Hoe een organische ziekte verschilt van een functionele stoornis
In tegenstelling tot een niet-organische (functionele) aandoening, is een organische ziekte er een waarbij er aantoonbare fysieke of biochemische veranderingen zijn in de cellen, weefsels of organen van het lichaam. Een niet-organische ziekte daarentegen is een ziekte die zich manifesteert met symptomen, maar waarvan het ziekteproces onbekend is of niet kan worden gemeten met de huidige wetenschappelijke middelen.
Voorbeelden van organische ziekten
De voorwaarde organische ziekte is een overkoepelende classificatie voor veel verschillende soorten ziekten. Ze kunnen gelokaliseerd zijn (wat betekent dat ze een specifiek deel van het lichaam beïnvloeden) of systemisch (ze beïnvloeden meerdere orgaansystemen). Ze kunnen worden geërfd of veroorzaakt door externe of omgevingskrachten.

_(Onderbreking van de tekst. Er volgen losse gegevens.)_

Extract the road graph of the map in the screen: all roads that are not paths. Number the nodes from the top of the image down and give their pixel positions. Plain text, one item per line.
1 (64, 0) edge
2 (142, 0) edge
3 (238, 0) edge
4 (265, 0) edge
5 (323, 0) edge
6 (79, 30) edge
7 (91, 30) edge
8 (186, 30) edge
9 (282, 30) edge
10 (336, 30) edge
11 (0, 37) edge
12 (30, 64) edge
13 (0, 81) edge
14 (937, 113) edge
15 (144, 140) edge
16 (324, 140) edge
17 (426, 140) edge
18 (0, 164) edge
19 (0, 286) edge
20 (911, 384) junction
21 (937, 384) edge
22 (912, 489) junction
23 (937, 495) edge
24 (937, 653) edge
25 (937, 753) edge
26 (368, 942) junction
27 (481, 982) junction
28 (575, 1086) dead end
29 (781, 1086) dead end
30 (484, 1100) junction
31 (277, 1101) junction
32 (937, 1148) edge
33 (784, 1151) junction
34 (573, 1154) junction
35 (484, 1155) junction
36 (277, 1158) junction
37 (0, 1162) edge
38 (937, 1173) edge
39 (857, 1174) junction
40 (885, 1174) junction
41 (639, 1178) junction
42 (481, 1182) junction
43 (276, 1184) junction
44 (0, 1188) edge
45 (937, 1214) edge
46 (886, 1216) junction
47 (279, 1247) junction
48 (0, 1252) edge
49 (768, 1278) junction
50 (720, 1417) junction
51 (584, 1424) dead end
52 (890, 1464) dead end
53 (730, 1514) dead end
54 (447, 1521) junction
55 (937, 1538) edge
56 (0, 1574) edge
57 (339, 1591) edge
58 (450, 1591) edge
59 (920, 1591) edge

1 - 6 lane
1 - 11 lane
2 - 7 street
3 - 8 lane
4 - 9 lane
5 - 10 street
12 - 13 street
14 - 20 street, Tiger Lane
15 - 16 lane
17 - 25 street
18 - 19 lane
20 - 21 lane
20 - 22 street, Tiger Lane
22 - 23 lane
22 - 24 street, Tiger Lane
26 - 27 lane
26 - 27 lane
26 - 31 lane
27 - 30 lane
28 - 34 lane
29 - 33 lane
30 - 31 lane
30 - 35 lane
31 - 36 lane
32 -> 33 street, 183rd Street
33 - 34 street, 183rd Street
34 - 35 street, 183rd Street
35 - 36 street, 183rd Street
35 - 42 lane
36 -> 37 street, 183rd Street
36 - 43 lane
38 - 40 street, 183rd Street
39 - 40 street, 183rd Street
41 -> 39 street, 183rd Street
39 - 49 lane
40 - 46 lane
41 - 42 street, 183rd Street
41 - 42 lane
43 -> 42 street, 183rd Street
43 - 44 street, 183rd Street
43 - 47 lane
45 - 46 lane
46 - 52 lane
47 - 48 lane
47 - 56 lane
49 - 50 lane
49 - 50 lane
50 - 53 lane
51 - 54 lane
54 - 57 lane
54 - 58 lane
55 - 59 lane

Sommige organische ziekten zijn overdraagbaar, doorgegeven van de ene persoon naar de volgende, terwijl anderen niet-overdraagbaar zijn.Enkele van de bredere categorieën en soorten organische ziekten zijn onder meer:
- Auto-immuunziekten waarbij het immuunsysteem van het lichaam zijn eigen cellen en weefsels aanvalt, zoals:
- Type 1 diabetes
- Multiple sclerose (MS)
- Reumatoïde artritis
- Lupus
- psoriasis
- Kanker waarbij abnormale cellen ongecontroleerd vermenigvuldigen en gezonde cellen inhalen, zoals:
- Borstkanker
- melanoma
- Leukemie
- lymfoom
- Longkanker
- Dikkedarmkanker
- Ontstekingsziekten die acute of progressieve schade aan cellen en weefsels veroorzaken, zoals:
- artrose
- Pelvic inflammatory disease (PID)
- Virale meningitis
- atherosclerose
- fibromyalgie
- Besmettelijke ziekten waarbij een bacterie, virus, schimmel, parasiet of andere microbe wordt overgedragen tussen individuen, zoals:
- HIV
- Hepatitis C
- Zika-virus
- Tuberculose
- Influenza
Voorbeelden van functionele stoornissen
Een niet-organische ziekte wordt meestal functioneel genoemd, wat betekent dat er ziekteverschijnselen zijn, maar geen duidelijke maatregelen om een diagnose te stellen. In het verleden werden functionele stoornissen grotendeels als psychosomatisch beschouwd. Tegenwoordig erkennen we dat veel van deze omstandigheden onderscheidende kenmerken hebben die ze definiëren, ongeacht de emotionele toestand van een persoon.Pruritus (jeuk) is zo'n voorbeeld van een functioneel symptoom. Op zichzelf is het niet geassocieerd met een fysieke of biochemische verandering, maar het blijft een zeer reële en tastbare sensatie. Hetzelfde geldt voor vermoeidheid, chronische hoofdpijn of slapeloosheid. De afwezigheid van meetbare biomarkers betekent niet dat ze niet bestaan; het vertelt ons eenvoudig dat de oorzaken onbekend zijn (idiopathisch).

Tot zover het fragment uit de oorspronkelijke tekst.